Abstract This work experimentally studies the effects of single wall heating on laminar flow in a high-aspect ratio superhydrophobic microchannel. When water that is saturated with air is used as the working liquid, the non-wetted cavities on the superhydrophobic surfaces act as nucleation sites and allow air to effervesce out of the water and onto the surface when heated.
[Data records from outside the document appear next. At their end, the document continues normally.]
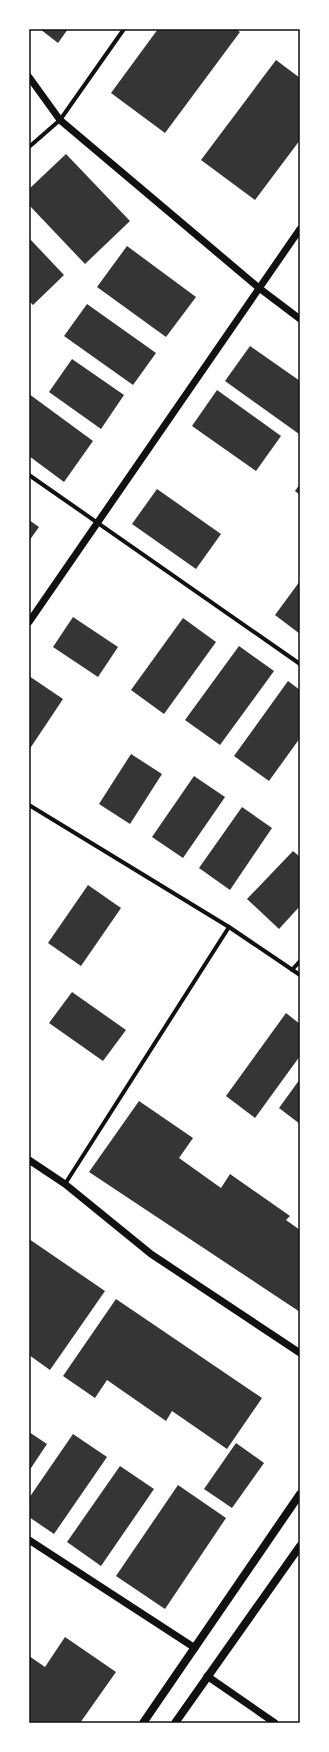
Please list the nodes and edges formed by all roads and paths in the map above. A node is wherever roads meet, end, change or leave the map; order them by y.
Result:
1 (124, 29) edge
2 (29, 77) edge
3 (60, 120) junction
4 (29, 147) edge
5 (300, 229) edge
6 (259, 288) junction
7 (300, 319) edge
8 (29, 475) edge
9 (97, 523) junction
10 (29, 622) edge
11 (300, 664) edge
12 (29, 805) edge
13 (229, 927) junction
14 (300, 961) edge
15 (292, 970) junction
16 (300, 975) edge
17 (29, 1160) edge
18 (66, 1184) junction
19 (300, 1352) edge
20 (300, 1494) edge
21 (29, 1540) edge
22 (300, 1546) edge
23 (195, 1648) junction
24 (207, 1676) junction
25 (144, 1723) edge
26 (175, 1723) edge
27 (275, 1723) edge

1 - 3 street
2 - 3 street
3 - 4 street
3 - 6 street
5 - 6 street
6 - 7 street
6 - 9 street
8 - 9 street
9 - 10 street
9 - 11 street
12 - 13 street
13 - 15 street
13 - 18 street
14 - 15 street
15 - 16 street
17 - 18 street
18 - 19 street
20 - 23 main road
21 - 23 street
22 - 24 main road
23 - 25 main road
24 - 26 main road
24 - 27 street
Previous works in the literature have only considered the opposite case where the water is undersaturated and absorbs air out the cavities for a microchannel setting. The microchannel considered in this work consists of a rib/cavity structured superhydrophobic surface and a glass surface separated by spacers. The microchannel is 60 mm long by 14 mm wide and two channel heights of nominally 183 μm and 366 μm are explored. The superhydrophobic side is in contact with a heated aluminum block and a camera is used to visualize the flow through the glass side. Thermocouples are embedded in the aluminum to record the temperature profile along the length of the channel. Temperatures are maintained below the boiling temperature of the working liquid. The friction factor-Reynolds product (fRe) is obtained via pressure drop and volumetric flow-rate measurements. Five surface types/configurations are investigated: smooth hydrophilic, smooth hydrophobic, superhydrophobic with ribs perpendicular to the flow, superhydrophobic with ribs parallel to the flow, and superhydrophobic with ribs parallel to the flow with several breaker ridges perpendicular to the flow. The surface type/configuration has a significant impact on the mass transport dynamics. For surfaces with closed cell micro-structures, large bubbles eventually form and adversely affect fRe and lead to higher temperatures along the channel. When degassed water is used, no bubble nucleation is observed and the air initially trapped in the superhydrophobic cavities is quickly absorbed by the water.

中文翻译：

---

亚临界加热引起的超疏水微通道气泡成核

摘要 这项工作通过实验研究了单壁加热对高纵横比超疏水微通道中层流的影响。当用空气饱和的水作为工作液体时，超疏水表面上的非润湿空腔充当成核点，并允许空气在加热时从水中冒泡出来并到达表面。以前的文献工作只考虑了相反的情况，即水不饱和并从腔体中吸收空气以进行微通道设置。在这项工作中考虑的微通道由肋/腔结构的超疏水表面和由垫片隔开的玻璃表面组成。微通道长 60 毫米，宽 14 毫米，并探索了名义上 183 微米和 366 微米的两个通道高度。超疏水侧与加热的铝块接触，并使用相机观察通过玻璃侧的流动。热电偶嵌入铝中以记录沿通道长度的温度分布。温度保持在工作液体的沸点以下。摩擦因数-雷诺积 (fRe) 是通过压降和体积流量测量获得的。研究了五种表面类型/配置：光滑亲水、光滑疏水、具有垂直于流动的肋的超疏水、具有平行于流动的肋的超疏水以及具有平行于流动的肋且具有垂直于流动的多个断路器脊的超疏水。表面类型/配置对质量传输动力学有重大影响。对于具有闭孔微结构的表面，最终会形成大气泡并对 fRe 产生不利影响，并导致通道沿线温度升高。当使用脱气水时，没有观察到气泡成核，最初困在超疏水腔中的空气很快被水吸收。